Cold, damp and mouldy homes are a major problem for up to 140,000 Kiwi children and housing costs eat up over half the pay cheques of the nation's poorest.
These are some of the revelations reported in the latest Household Incomes Report which looks at indicators of inequality and hardship.
While the median household income has risen by 3 per cent in the past year so have rates, mortgages and rents.
One third of households spent more than 30 per cent of their disposable income on putting a roof over their heads. This was most marked by the least well off who shelled out 51 per cent of their income on average for housing.
The overall figure for under 65s was 21 per cent, up from 14 per cent in the late 1980s.
Prime Minister Bill English agreed the cost of housing was a huge issue. He said that was a core reason why National increased the accommodation supplement as part of its $2 billion Family Incomes package in Budget 2017.
"[The report] shows there's been an uplift in real incomes since 2008. Which is better performance than a number of similar economies.
"But it also shows the vital importance of getting more houses on the ground faster... In the long run that's how you deal with housing costs."
"A recipe for growing poverty" is what Green Party co-leader Metiria Turei called the housing crisis combined with low incomes that were displayed in the report.
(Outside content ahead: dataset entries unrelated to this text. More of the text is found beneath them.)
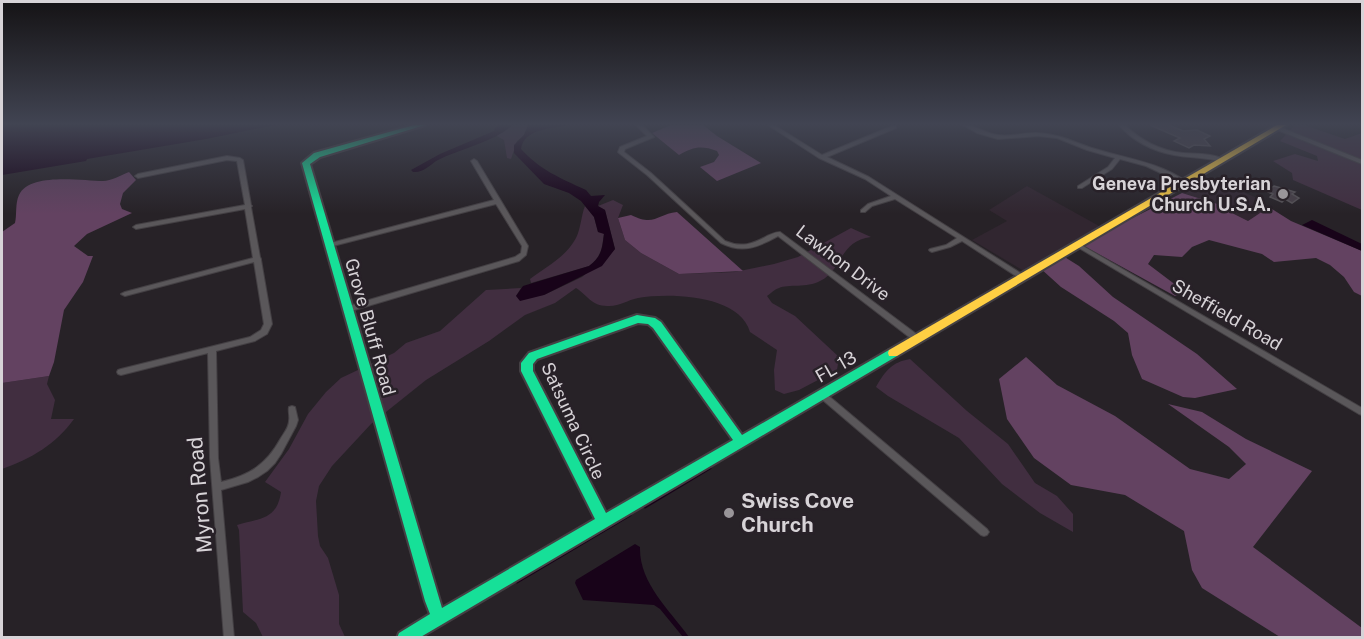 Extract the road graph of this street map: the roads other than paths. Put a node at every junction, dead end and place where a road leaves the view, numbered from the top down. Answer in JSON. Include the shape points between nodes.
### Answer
{"nodes":[{"id":1,"x":317,"y":155,"type":"edge"},
{"id":2,"x":625,"y":155,"type":"edge"},
{"id":3,"x":824,"y":155,"type":"edge"},
{"id":4,"x":1112,"y":155,"type":"edge"},
{"id":5,"x":1208,"y":155,"type":"edge"},
{"id":6,"x":1230,"y":155,"type":"edge"},
{"id":7,"x":1346,"y":155,"type":"edge"},
{"id":8,"x":821,"y":156,"type":"joint"},
{"id":9,"x":1119,"y":157,"type":"junction"},
{"id":10,"x":474,"y":160,"type":"dead end"},
{"id":11,"x":1221,"y":160,"type":"junction"},
{"id":12,"x":1362,"y":162,"type":"edge"},
{"id":13,"x":138,"y":176,"type":"dead end"},
{"id":14,"x":1184,"y":182,"type":"junction"},
{"id":15,"x":1080,"y":187,"type":"dead end"},
{"id":16,"x":895,"y":197,"type":"junction"},
{"id":17,"x":499,"y":201,"type":"junction"},
{"id":18,"x":249,"y":206,"type":"junction"},
{"id":19,"x":863,"y":211,"type":"dead end"},
{"id":20,"x":136,"y":226,"type":"dead end"},
{"id":21,"x":961,"y":239,"type":"junction"},
{"id":22,"x":1076,"y":244,"type":"junction"},
{"id":23,"x":329,"y":245,"type":"junction"},
{"id":24,"x":932,"y":250,"type":"dead end"},
{"id":25,"x":258,"y":259,"type":"junction"},
{"id":26,"x":1022,"y":276,"type":"junction"},
{"id":27,"x":125,"y":294,"type":"dead end"},
{"id":28,"x":348,"y":309,"type":"junction"},
{"id":29,"x":916,"y":338,"type":"junction"},
{"id":30,"x":212,"y":350,"type":"junction"},
{"id":31,"x":122,"y":372,"type":"dead end"},
{"id":32,"x":821,"y":394,"type":"junction"},
{"id":33,"x":292,"y":409,"type":"dead end"},
{"id":34,"x":1362,"y":412,"type":"edge"},
{"id":35,"x":740,"y":441,"type":"junction"},
{"id":36,"x":217,"y":487,"type":"junction"},
{"id":37,"x":603,"y":521,"type":"junction"},
{"id":38,"x":984,"y":532,"type":"dead end"},
{"id":39,"x":439,"y":617,"type":"junction"},
{"id":40,"x":229,"y":638,"type":"edge"},
{"id":41,"x":404,"y":638,"type":"edge"}],
"edges":[{"from":1,"to":23,"type":"street","name":"Grove Bluff Road","via":[[307,162]]},
{"from":2,"to":29,"type":"street","name":"Lawhon Drive","via":[[729,246],[750,247],[778,233]]},
{"from":3,"to":8,"type":"street"},
{"from":4,"to":9,"type":"street"},
{"from":5,"to":11,"type":"street"},
{"from":6,"to":11,"type":"street","name":"FL 13"},
{"from":7,"to":12,"type":"street"},
{"from":8,"to":16,"type":"street","via":[[867,178]]},
{"from":9,"to":14,"type":"street"},
{"from":9,"to":15,"type":"street","via":[[1110,168]]},
{"from":10,"to":17,"type":"street"},
{"from":11,"to":14,"type":"street","name":"FL 13"},
{"from":13,"to":18,"type":"street","via":[[236,158],[241,162]]},
{"from":14,"to":22,"type":"street","name":"FL 13"},
{"from":16,"to":19,"type":"street"},
{"from":16,"to":21,"type":"street"},
{"from":17,"to":23,"type":"street"},
{"from":17,"to":28,"type":"street","via":[[525,246],[518,259]]},
{"from":18,"to":20,"type":"street"},
{"from":18,"to":25,"type":"street"},
{"from":21,"to":24,"type":"street"},
{"from":21,"to":26,"type":"street"},
{"from":22,"to":26,"type":"street","name":"FL 13"},
{"from":22,"to":34,"type":"street","name":"Sheffield Road"},
{"from":23,"to":28,"type":"street","name":"Grove Bluff Road"},
{"from":25,"to":27,"type":"street"},
{"from":25,"to":30,"type":"street","via":[[267,328],[252,339]]},
{"from":26,"to":29,"type":"street","name":"FL 13"},
{"from":28,"to":39,"type":"street","name":"Grove Bluff Road"},
{"from":29,"to":32,"type":"street","name":"FL 13"},
{"from":30,"to":31,"type":"street"},
{"from":30,"to":36,"type":"street","name":"Myron Road"},
{"from":32,"to":35,"type":"street","name":"FL 13"},
{"from":32,"to":38,"type":"street"},
{"from":33,"to":36,"type":"street","via":[[292,426],[268,466],[242,480]]},
{"from":35,"to":37,"type":"street","name":"FL 13"},
{"from":35,"to":37,"type":"street","name":"Satsuma Circle","via":[[651,321],[637,319],[533,356],[527,371]]},
{"from":36,"to":40,"type":"street","name":"Myron Road"},
{"from":37,"to":39,"type":"street","name":"FL 13"},
{"from":39,"to":41,"type":"street","name":"FL 13"}]} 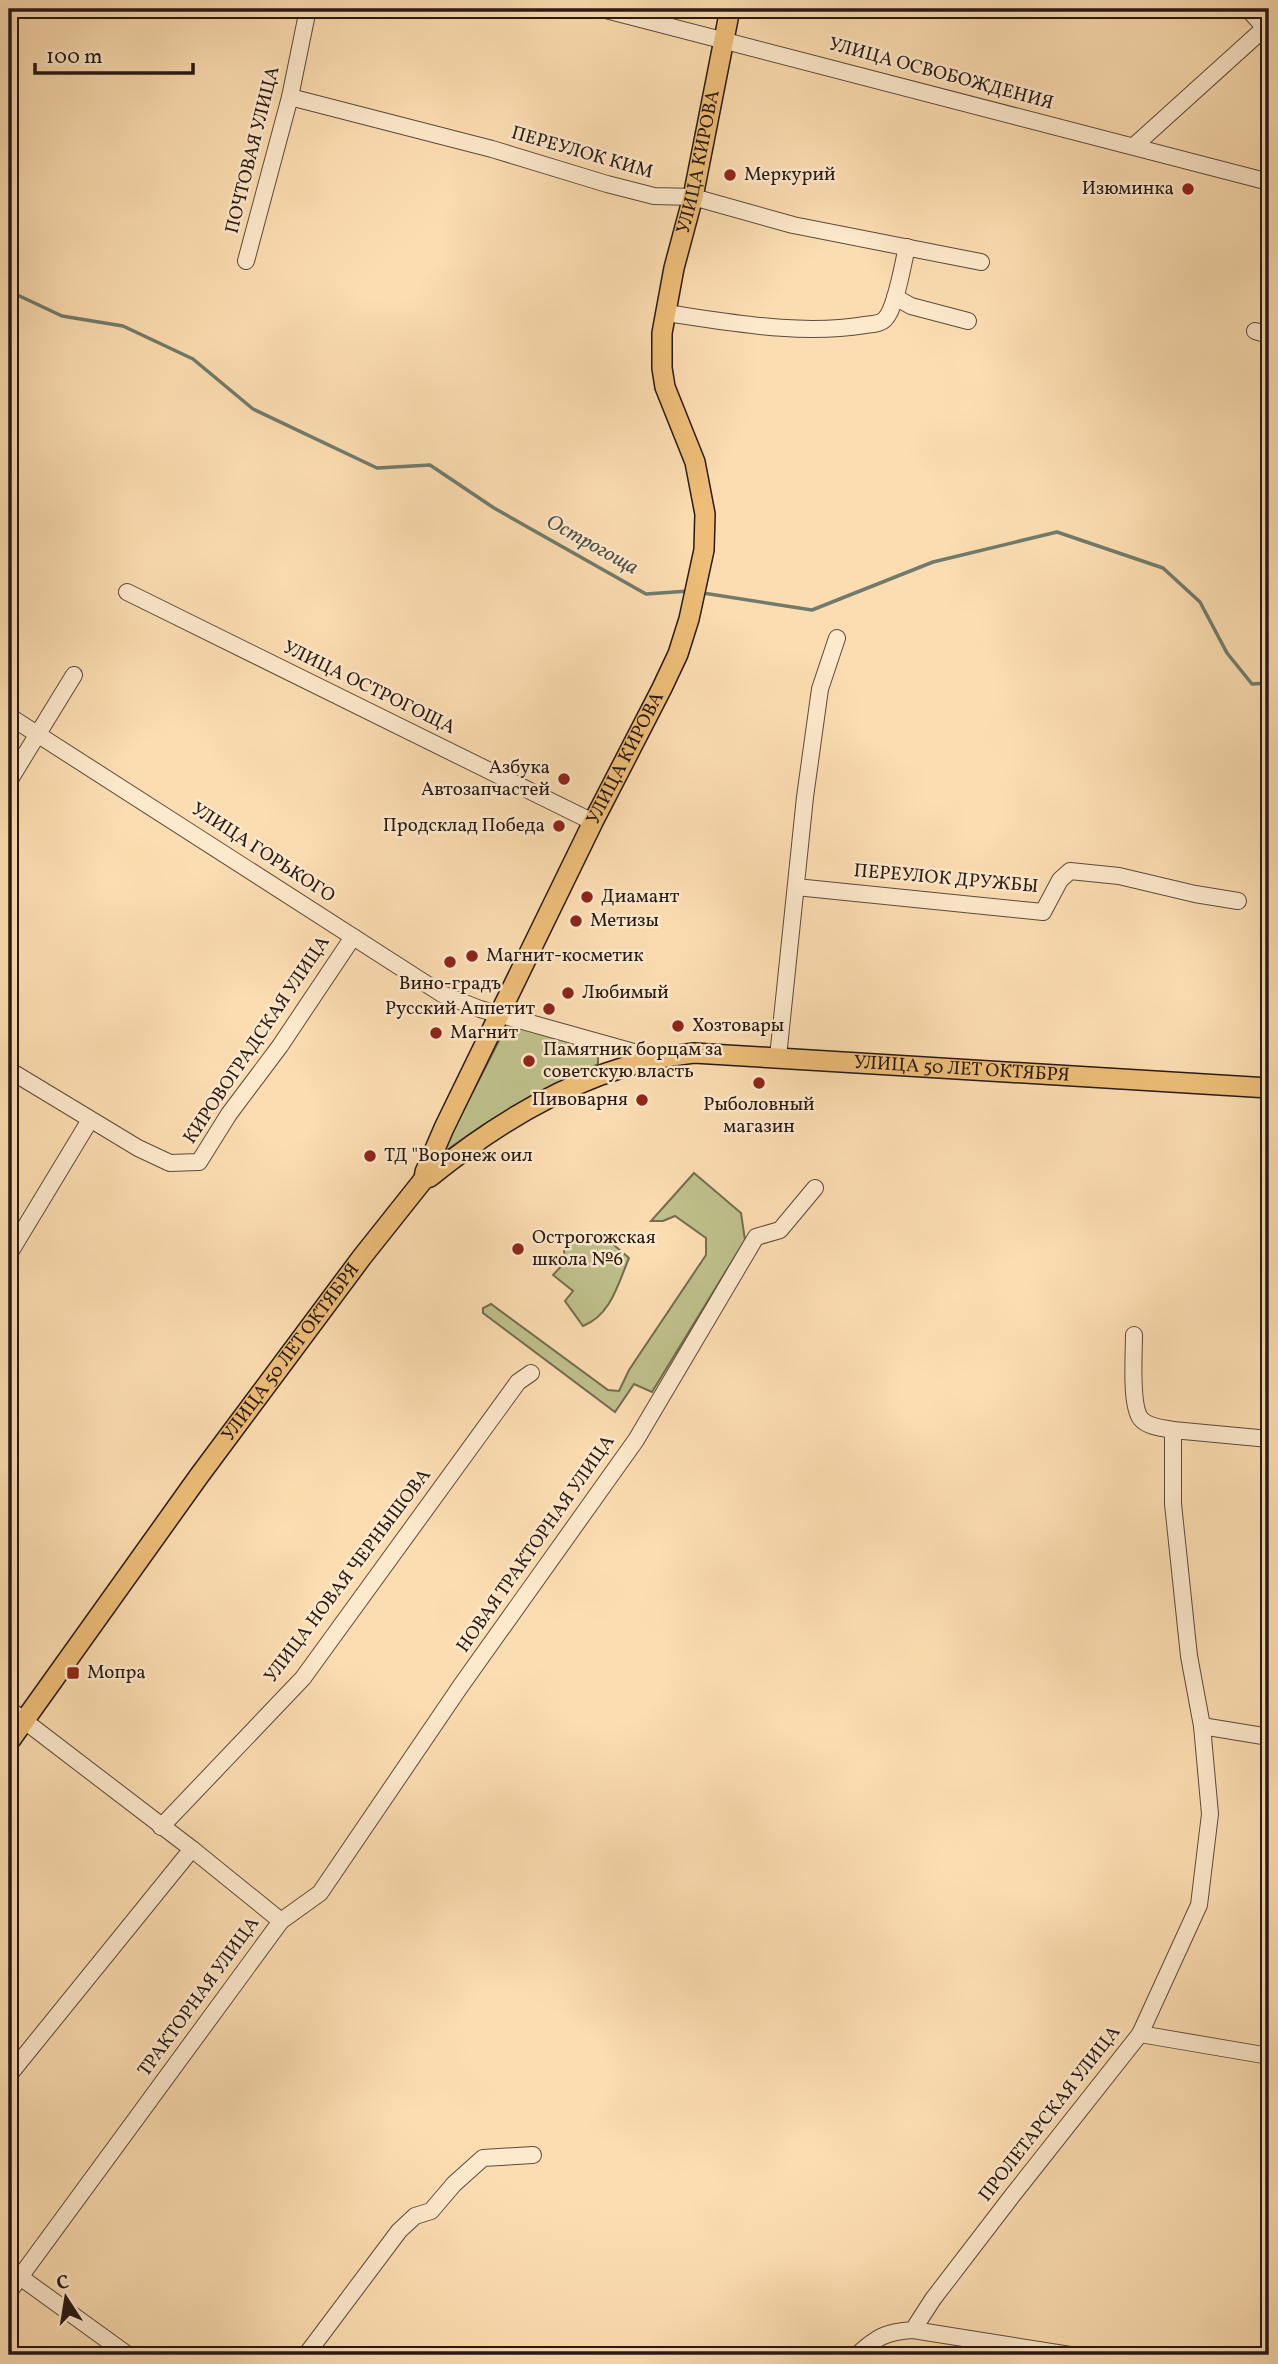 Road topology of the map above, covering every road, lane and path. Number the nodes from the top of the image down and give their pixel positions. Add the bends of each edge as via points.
1 (308, 9) edge
2 (602, 9) edge
3 (730, 9) edge
4 (1248, 9) edge
5 (1267, 26) edge
6 (723, 39) junction
7 (289, 97) junction
8 (1134, 146) junction
9 (1269, 182) edge
10 (693, 197) junction
11 (907, 247) junction
12 (246, 261) dead end
13 (981, 262) dead end
14 (895, 297) junction
15 (665, 313) junction
16 (968, 321) dead end
17 (127, 592) dead end
18 (837, 638) dead end
19 (74, 675) dead end
20 (9, 716) edge
21 (37, 733) junction
22 (9, 781) edge
23 (593, 821) junction
24 (796, 887) junction
25 (1238, 901) dead end
26 (353, 937) junction
27 (500, 1013) junction
28 (778, 1057) junction
29 (655, 1058) junction
30 (10, 1074) edge
31 (1269, 1088) edge
32 (90, 1120) junction
33 (424, 1180) junction
34 (815, 1188) dead end
35 (9, 1254) edge
36 (1134, 1335) dead end
37 (531, 1373) dead end
38 (1173, 1430) junction
39 (1269, 1439) edge
40 (17, 1715) edge
41 (1202, 1726) junction
42 (1269, 1737) edge
43 (9, 1742) edge
44 (161, 1827) junction
45 (192, 1849) junction
46 (281, 1921) junction
47 (1140, 2034) junction
48 (1269, 2056) edge
49 (9, 2075) edge
50 (533, 2155) dead end
51 (14, 2274) edge
52 (9, 2292) edge
53 (912, 2330) junction
54 (128, 2355) edge
55 (306, 2355) edge
56 (857, 2355) edge
57 (1070, 2355) edge

1 - 7 street, ПОЧТОВАЯ УЛИЦА
2 - 6 street, УЛИЦА ОСВОБОЖДЕНИЯ
3 - 6 main road, УЛИЦА КИРОВА
4 - 5 street
5 - 8 street
6 - 8 street, УЛИЦА ОСВОБОЖДЕНИЯ
6 - 10 main road, УЛИЦА КИРОВА
7 - 10 street, ПЕРЕУЛОК КИМ via 654,196
7 - 12 street, ПОЧТОВАЯ УЛИЦА
8 - 9 street, УЛИЦА ОСВОБОЖДЕНИЯ
10 - 11 street, ПЕРЕУЛОК КИМ via 793,225
10 - 15 main road, УЛИЦА КИРОВА
11 - 13 street, ПЕРЕУЛОК КИМ
11 - 14 street
14 - 15 street via 879,323 840,329 779,328
14 - 16 street via 911,306
15 - 23 main road, УЛИЦА КИРОВА via 661,351 666,387 703,496 701,567 678,654
17 - 23 street, УЛИЦА ОСТРОГОЩА
18 - 24 street via 820,689
19 - 21 street
20 - 21 street, УЛИЦА ГОРЬКОГО
21 - 22 street
21 - 26 street, УЛИЦА ГОРЬКОГО
23 - 27 main road, УЛИЦА КИРОВА
24 - 25 street, ПЕРЕУЛОК ДРУЖБЫ via 1044,912 1060,880 1070,871 1119,876
24 - 28 street
26 - 27 street, УЛИЦА ГОРЬКОГО via 442,994
26 - 32 street, КИРОВОГРАДСКАЯ УЛИЦА via 199,1162 170,1163
27 - 29 street, УЛИЦА 50 ЛЕТ ОКТЯБРЯ
27 - 33 main road, УЛИЦА КИРОВА
28 - 29 main road, УЛИЦА 50 ЛЕТ ОКТЯБРЯ via 694,1053
28 - 31 main road, УЛИЦА 50 ЛЕТ ОКТЯБРЯ
29 - 33 main road, УЛИЦА 50 ЛЕТ ОКТЯБРЯ via 599,1075 551,1097 495,1128
30 - 32 street, КИРОВОГРАДСКАЯ УЛИЦА
32 - 35 street
33 - 40 main road, УЛИЦА 50 ЛЕТ ОКТЯБРЯ
34 - 46 street, НОВАЯ ТРАКТОРНАЯ УЛИЦА via 780,1230 756,1237 636,1440 320,1893
36 - 38 street via 1139,1417 1147,1424
37 - 44 street, УЛИЦА НОВАЯ ЧЕРНЫШОВА via 518,1382 303,1678
38 - 39 street
38 - 41 street, ПРОЛЕТАРСКАЯ УЛИЦА via 1173,1504 1189,1656
40 - 43 main road, УЛИЦА 50 ЛЕТ ОКТЯБРЯ
40 - 44 street, ТРАКТОРНАЯ УЛИЦА
41 - 42 street
41 - 47 street, ПРОЛЕТАРСКАЯ УЛИЦА via 1210,1814 1199,1905
44 - 45 street, ТРАКТОРНАЯ УЛИЦА
45 - 46 street, ТРАКТОРНАЯ УЛИЦА
45 - 49 street
46 - 51 street, ТРАКТОРНАЯ УЛИЦА
47 - 48 street
47 - 53 street, ПРОЛЕТАРСКАЯ УЛИЦА
50 - 55 street via 483,2158 431,2211 415,2216
51 - 52 street, ТРАКТОРНАЯ УЛИЦА
51 - 54 street
53 - 56 street via 876,2337
53 - 57 street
"Housing costs are eating into families' budgets at a rate we've never seen before.
"New Zealanders living in cold damp housing know that they are paying too much to live where they are, yet they are powerless to change it."
She said New Zealand needed a Government that would build thousands of affordable homes, crack down on speculators and tax property fairly.
Social Housing Minister Amy Adams said the report didn't take into account recent changes in the increase in benefits and the $100 million Housing New Zealand has spent on improving its housing stock .
"Housing New Zealand have completed the retrofit of almost all of their houses now with full insulation, thermal curtains and a solid source of heating. And that hasn't been picked up."
The median household income is now $76,200, or $37,900 per adult. Up from $67,100 in the 2009 Household Economic Survey.
The report highlighted housing quality issues, especially for children. Around 110,000 children live in damp and mouldy conditions, 140,000 have issues with keeping warm in winter and 75,000 experience both issues.
Those in the lowest well-being quintile (20 per cent) experience 80 per cent of the problems.
The report used data from Statistics New Zealand's 2015-16 Household Economic Survey to update the previous report in the series which had information to 2015.